De cette époque date l’apparition du terme ‘écocide’ , construit à partir de génocide , par le biologiste Arthur W. Galston, comme le relate Barry Weisberg dans Ecocide in Indochina. The Ecology of War (non traduit ; Ed. Canfleld Press, 1970). Deux ans plus tard, le mot sera repris par le premier ministre suédois Olof Palme, lors de l’ouverture de la première conférence des Nations unies sur l’environnement. A la Convention de Genève, qui encadre depuis 1949 le droit humanitaire des conflits, sont ajoutés, en 1977, deux articles qui proscrivent les méthodes ou moyens de guerre (…) conçus pour causer (…) ‘des dommages étendus, durables et graves à l’environnement naturel , ainsi que les atteintes à l’environnement à titre de représailles’. La Convention sur l’interdiction d’utiliser des techniques de modification de l’environnement à des fins militaires, nommée Enmod, adoptée un an plus tôt, encadre de son côté le recours à la géo-ingénierie à des fins hostiles.

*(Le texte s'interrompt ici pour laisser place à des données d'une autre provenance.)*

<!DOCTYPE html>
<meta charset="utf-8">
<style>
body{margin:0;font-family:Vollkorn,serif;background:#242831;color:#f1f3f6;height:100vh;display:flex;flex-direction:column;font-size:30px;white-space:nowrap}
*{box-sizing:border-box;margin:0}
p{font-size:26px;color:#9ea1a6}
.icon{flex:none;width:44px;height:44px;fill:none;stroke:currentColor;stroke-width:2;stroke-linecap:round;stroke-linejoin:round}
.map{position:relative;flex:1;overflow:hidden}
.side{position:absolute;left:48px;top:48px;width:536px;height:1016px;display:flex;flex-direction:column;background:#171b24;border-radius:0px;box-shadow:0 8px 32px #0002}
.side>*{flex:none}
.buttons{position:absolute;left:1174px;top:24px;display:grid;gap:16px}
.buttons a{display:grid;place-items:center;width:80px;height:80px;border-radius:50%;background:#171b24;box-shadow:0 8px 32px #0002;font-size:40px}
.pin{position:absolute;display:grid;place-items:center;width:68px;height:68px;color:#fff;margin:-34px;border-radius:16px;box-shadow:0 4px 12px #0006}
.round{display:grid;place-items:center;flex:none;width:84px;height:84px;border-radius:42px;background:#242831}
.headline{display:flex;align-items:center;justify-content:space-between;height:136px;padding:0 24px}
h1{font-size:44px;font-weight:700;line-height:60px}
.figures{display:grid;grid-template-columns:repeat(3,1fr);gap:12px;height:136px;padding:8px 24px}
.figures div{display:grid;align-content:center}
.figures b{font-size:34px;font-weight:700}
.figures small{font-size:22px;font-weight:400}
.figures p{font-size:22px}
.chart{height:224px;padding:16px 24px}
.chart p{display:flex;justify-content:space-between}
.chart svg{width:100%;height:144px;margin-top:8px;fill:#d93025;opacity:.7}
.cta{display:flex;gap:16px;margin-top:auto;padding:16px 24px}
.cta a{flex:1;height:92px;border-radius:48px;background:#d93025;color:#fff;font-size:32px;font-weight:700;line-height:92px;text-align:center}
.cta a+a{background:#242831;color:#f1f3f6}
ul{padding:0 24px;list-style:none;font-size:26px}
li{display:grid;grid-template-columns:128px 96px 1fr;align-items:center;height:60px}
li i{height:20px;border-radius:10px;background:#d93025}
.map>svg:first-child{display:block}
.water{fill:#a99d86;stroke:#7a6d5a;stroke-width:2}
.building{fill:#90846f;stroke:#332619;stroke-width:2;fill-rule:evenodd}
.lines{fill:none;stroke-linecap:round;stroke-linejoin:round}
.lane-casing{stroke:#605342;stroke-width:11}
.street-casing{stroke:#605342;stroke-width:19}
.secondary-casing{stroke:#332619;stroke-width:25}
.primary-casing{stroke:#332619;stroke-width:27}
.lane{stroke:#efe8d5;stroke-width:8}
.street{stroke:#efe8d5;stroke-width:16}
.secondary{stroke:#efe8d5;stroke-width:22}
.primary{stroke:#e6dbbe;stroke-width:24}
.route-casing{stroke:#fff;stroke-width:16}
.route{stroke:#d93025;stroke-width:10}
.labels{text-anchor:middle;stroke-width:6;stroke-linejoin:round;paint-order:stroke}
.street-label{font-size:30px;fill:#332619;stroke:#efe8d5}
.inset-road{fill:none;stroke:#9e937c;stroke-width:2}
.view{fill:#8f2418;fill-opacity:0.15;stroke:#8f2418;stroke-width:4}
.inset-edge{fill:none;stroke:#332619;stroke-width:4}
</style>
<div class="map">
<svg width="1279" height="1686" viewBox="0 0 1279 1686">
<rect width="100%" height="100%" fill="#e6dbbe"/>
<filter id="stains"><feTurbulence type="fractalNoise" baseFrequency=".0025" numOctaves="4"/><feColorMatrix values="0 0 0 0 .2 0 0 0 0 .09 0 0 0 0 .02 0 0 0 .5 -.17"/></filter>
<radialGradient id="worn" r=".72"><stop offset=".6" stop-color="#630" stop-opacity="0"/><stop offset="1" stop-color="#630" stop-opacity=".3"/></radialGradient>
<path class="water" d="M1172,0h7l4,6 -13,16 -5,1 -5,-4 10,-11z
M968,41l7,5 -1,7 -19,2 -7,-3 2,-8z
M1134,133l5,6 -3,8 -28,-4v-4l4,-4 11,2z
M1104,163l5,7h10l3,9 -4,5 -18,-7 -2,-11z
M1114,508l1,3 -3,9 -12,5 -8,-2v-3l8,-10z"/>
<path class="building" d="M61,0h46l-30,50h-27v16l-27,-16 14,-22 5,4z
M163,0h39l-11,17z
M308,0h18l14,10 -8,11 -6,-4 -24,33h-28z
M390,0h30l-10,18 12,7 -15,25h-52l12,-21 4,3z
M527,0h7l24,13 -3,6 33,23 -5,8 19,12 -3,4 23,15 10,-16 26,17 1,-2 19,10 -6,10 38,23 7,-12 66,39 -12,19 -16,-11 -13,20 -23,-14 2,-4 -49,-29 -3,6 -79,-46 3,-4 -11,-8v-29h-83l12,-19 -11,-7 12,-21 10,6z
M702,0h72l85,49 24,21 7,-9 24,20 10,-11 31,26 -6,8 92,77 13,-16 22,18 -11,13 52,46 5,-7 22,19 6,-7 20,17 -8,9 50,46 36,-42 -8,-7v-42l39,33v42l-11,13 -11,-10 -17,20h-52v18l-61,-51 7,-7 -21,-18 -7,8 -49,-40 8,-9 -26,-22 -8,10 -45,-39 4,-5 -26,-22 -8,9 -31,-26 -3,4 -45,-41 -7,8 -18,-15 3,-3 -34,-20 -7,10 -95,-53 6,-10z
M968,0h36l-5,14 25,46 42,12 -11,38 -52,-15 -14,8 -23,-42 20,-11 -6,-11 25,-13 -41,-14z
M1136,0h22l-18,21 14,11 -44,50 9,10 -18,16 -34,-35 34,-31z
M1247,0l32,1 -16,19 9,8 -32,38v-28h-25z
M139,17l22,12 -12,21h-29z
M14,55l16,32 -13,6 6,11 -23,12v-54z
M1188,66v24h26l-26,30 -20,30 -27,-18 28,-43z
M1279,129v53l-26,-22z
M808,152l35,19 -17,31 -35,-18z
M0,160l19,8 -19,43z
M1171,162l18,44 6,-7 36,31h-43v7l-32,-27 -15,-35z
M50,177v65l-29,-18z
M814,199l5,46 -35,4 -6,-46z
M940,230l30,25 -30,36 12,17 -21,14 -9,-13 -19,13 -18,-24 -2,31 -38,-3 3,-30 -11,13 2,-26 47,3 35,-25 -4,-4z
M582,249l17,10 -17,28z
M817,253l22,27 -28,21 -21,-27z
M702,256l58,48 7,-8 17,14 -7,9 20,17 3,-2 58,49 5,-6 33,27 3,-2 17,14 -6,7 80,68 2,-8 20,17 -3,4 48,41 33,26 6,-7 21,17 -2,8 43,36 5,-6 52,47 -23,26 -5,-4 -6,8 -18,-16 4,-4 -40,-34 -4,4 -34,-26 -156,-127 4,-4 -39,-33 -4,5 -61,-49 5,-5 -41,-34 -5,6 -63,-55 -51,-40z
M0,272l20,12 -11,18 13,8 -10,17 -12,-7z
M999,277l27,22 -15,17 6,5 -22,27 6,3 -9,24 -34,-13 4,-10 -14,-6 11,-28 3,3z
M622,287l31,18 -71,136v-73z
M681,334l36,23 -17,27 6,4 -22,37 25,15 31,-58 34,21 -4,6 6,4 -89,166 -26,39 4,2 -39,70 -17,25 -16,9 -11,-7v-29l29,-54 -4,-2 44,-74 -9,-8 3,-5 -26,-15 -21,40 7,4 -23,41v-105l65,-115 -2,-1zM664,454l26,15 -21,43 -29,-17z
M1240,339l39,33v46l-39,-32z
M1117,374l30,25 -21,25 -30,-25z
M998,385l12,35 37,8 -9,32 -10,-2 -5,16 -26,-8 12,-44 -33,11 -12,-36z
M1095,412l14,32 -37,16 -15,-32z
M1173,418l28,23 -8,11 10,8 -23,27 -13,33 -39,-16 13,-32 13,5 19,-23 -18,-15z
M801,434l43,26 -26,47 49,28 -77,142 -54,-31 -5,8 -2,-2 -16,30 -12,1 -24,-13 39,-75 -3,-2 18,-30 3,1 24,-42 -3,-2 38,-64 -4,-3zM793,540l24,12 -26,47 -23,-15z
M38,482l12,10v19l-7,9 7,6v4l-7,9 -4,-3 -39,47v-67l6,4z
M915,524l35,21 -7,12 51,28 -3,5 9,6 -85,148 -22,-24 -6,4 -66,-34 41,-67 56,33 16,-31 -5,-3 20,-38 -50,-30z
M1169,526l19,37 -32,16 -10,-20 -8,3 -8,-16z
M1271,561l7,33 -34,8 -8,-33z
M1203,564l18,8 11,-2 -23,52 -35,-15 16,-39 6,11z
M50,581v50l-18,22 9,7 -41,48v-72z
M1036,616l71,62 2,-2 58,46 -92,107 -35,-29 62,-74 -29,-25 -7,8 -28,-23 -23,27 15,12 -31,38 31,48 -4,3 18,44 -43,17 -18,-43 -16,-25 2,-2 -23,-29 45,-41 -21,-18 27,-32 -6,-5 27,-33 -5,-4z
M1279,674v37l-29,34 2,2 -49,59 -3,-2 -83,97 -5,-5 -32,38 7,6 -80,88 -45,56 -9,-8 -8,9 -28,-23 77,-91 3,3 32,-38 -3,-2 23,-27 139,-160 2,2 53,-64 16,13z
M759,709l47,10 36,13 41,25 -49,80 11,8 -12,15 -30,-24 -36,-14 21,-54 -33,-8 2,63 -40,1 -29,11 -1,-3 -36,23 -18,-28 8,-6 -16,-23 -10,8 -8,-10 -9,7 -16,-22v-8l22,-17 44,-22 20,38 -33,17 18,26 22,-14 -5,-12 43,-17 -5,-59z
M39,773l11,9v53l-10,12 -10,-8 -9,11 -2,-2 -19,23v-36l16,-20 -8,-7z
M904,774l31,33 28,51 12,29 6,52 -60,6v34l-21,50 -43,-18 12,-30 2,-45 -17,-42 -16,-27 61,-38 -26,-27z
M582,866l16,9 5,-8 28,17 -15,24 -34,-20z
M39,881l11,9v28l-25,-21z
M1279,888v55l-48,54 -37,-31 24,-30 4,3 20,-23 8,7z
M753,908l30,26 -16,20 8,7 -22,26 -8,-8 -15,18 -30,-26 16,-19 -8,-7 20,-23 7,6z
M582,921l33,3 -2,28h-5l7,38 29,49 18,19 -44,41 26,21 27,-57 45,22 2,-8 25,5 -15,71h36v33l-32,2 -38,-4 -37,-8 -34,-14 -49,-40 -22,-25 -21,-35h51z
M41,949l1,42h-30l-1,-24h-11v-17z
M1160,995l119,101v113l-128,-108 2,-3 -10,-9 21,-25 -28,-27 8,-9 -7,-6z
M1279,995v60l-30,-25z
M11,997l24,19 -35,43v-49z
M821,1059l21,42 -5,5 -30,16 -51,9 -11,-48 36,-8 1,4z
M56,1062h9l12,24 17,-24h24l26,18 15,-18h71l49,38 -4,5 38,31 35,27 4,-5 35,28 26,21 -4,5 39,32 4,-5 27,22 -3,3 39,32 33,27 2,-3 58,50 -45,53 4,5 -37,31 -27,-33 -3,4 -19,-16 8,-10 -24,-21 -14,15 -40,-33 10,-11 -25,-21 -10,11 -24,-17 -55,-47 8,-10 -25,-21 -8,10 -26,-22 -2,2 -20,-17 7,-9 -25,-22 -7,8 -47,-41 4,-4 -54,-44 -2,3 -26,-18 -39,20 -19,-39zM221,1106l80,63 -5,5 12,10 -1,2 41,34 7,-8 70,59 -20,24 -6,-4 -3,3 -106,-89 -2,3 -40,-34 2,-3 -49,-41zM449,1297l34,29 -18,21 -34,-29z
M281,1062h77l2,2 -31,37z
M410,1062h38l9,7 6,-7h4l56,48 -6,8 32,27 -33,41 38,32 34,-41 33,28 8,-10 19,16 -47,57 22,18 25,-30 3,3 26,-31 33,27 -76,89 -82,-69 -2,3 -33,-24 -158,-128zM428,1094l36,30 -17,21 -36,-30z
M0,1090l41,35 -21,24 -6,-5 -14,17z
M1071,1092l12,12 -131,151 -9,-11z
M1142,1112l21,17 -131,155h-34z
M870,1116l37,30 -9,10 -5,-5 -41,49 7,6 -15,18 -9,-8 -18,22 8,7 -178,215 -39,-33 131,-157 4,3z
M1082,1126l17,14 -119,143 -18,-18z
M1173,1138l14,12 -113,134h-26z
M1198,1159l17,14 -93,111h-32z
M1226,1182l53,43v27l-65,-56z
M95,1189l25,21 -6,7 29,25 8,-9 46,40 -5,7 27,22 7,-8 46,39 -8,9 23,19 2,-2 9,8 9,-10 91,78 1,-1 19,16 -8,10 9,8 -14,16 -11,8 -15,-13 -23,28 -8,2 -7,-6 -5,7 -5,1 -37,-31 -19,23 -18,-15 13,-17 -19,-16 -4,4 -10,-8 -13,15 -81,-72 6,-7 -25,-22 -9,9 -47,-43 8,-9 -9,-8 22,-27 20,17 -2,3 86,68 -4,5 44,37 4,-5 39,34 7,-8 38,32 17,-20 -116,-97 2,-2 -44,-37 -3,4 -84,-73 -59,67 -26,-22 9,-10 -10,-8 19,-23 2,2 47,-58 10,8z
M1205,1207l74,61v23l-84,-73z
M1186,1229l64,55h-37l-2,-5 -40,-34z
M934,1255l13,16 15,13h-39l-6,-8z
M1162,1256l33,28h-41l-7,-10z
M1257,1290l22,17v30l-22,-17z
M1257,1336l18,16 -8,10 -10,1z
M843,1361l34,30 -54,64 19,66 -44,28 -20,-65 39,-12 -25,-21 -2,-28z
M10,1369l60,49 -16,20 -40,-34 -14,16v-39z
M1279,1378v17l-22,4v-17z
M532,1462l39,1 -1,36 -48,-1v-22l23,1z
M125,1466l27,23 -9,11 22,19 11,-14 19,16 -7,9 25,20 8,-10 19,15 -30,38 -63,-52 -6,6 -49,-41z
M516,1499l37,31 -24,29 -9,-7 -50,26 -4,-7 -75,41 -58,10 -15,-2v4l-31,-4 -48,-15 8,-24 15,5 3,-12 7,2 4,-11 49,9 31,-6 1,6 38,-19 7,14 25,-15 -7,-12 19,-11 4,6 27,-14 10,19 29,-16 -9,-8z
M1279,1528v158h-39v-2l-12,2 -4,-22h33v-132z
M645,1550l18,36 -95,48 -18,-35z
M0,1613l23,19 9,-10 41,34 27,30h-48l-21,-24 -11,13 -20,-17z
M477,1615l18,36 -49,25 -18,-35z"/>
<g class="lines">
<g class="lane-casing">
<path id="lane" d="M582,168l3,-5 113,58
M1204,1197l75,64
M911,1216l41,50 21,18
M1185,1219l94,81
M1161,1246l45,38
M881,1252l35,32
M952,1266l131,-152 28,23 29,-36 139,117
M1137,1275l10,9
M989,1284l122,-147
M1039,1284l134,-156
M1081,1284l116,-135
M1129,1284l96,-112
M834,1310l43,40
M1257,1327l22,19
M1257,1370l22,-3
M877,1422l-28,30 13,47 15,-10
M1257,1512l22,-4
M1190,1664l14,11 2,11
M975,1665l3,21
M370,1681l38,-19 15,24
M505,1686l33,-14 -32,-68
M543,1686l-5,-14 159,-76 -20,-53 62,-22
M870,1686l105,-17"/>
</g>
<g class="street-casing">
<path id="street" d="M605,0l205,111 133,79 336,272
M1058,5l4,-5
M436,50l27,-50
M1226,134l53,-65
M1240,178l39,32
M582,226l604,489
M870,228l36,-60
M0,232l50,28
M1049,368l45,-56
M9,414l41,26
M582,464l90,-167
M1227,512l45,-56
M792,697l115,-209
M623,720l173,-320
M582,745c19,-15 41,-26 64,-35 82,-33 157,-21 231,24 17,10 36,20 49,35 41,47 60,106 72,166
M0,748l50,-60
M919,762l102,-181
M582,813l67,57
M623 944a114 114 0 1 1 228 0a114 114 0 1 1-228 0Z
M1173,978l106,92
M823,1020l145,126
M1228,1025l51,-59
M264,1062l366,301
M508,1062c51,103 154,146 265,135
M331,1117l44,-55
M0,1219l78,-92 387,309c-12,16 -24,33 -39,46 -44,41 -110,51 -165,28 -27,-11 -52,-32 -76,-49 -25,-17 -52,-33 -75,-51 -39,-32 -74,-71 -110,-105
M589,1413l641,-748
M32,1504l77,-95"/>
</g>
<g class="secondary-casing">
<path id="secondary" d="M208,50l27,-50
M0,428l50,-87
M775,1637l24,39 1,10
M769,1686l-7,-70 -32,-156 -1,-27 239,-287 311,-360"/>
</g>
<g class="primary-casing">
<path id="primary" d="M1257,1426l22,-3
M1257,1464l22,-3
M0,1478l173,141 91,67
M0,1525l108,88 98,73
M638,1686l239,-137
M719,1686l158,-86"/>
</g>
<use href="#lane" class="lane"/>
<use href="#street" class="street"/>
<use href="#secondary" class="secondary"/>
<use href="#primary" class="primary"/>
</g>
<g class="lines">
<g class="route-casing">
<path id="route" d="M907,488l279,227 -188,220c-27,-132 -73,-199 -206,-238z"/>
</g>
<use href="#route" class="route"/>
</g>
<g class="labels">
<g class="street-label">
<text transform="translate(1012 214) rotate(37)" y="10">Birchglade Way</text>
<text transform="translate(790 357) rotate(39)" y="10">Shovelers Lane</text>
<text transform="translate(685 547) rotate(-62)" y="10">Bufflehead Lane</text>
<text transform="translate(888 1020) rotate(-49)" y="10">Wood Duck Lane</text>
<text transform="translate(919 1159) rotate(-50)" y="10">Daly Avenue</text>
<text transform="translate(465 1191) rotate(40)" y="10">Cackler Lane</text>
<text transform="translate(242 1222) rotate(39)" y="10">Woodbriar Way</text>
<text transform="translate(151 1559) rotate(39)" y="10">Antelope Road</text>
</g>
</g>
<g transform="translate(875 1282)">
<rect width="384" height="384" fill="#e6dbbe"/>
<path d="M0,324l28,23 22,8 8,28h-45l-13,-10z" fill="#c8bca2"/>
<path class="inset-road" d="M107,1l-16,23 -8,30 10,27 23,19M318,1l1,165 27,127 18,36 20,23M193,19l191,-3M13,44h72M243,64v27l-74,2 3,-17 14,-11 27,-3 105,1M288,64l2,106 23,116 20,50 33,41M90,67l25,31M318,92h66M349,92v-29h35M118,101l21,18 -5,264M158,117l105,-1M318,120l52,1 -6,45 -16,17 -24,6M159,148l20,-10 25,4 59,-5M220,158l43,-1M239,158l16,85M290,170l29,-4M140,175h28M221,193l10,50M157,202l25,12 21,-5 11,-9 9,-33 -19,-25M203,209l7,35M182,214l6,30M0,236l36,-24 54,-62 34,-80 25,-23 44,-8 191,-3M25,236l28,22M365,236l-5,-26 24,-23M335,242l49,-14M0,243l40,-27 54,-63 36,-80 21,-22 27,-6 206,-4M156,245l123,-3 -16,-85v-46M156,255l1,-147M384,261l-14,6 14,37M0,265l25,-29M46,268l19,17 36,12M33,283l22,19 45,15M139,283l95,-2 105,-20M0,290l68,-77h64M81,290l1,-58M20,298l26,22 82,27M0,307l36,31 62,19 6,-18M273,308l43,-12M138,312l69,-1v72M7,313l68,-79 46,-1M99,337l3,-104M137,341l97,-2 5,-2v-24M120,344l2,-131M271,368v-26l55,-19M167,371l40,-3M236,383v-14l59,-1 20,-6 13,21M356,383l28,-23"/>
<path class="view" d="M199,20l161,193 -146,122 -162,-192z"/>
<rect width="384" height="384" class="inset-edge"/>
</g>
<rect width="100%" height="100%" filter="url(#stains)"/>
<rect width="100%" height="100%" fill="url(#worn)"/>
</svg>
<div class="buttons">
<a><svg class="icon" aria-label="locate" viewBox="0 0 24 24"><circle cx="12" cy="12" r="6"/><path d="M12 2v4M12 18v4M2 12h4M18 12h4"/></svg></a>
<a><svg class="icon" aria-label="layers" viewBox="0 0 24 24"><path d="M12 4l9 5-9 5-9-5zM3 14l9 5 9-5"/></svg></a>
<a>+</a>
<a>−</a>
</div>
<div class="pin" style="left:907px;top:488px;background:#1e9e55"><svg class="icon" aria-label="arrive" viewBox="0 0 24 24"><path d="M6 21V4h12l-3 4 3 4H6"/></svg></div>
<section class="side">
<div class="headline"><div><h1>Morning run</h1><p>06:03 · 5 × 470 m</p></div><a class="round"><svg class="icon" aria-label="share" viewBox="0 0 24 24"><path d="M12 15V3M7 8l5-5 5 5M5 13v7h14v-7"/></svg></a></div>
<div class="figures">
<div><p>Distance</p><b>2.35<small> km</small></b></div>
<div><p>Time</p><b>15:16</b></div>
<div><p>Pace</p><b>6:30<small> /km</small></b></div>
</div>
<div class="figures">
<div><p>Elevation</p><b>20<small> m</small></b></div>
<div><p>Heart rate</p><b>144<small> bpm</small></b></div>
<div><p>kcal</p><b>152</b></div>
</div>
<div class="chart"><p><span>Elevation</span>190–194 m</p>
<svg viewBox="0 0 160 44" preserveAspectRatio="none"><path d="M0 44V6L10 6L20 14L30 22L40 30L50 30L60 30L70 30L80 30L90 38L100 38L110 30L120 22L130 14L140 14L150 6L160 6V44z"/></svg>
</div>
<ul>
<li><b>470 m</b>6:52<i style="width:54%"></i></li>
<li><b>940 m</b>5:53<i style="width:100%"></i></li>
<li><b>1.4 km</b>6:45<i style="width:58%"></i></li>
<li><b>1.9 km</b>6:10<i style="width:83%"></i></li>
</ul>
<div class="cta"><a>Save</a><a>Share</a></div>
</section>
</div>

fin du monde et mayaLe droit environnemental international peut-il modifier le cours des guerres ? Jusqu’à présent, ces conventions restent peu et mal appliquées même si, depuis 2002 et l’entrée en fonction de la Cour Pénale Internationale, l’atteinte grave à l’environnement est reconnue comme un crime de guerre. (…) La justice internationale est un mécanisme lourd, constate Marie-Ange Schellekens, et la gravité des crimes russes à l’égard des populations risque de faire passer les atteintes à l’environnement au second plan. Mais pour le général de division aérienne Vincent Breton, responsable de la prospective et de la stratégie militaire de l’état-major des armées, les poursuites pour “crimes contre l’environnement” (…) seront à l’avenir de plus en plus fréquentes, et il n’est pas exclu qu’un jour les conflits fassent l’objet d’un contrôle environnemental au niveau international . ‘L’impact écologique d’une guerre, d’une opération ou d’une simple action militaire constituera de plus en plus un élément majeur dans le processus décisionnel des conflits de demain’, estime le militaire dans un récent ouvrage collectif, La Guerre chaude (co-dirigé par Bastien Alex, François Gemenne et Nicolas Regaud, Presses de Sciences Po, 2022), qui analyse les enjeux stratégiques du réchauffement climatique.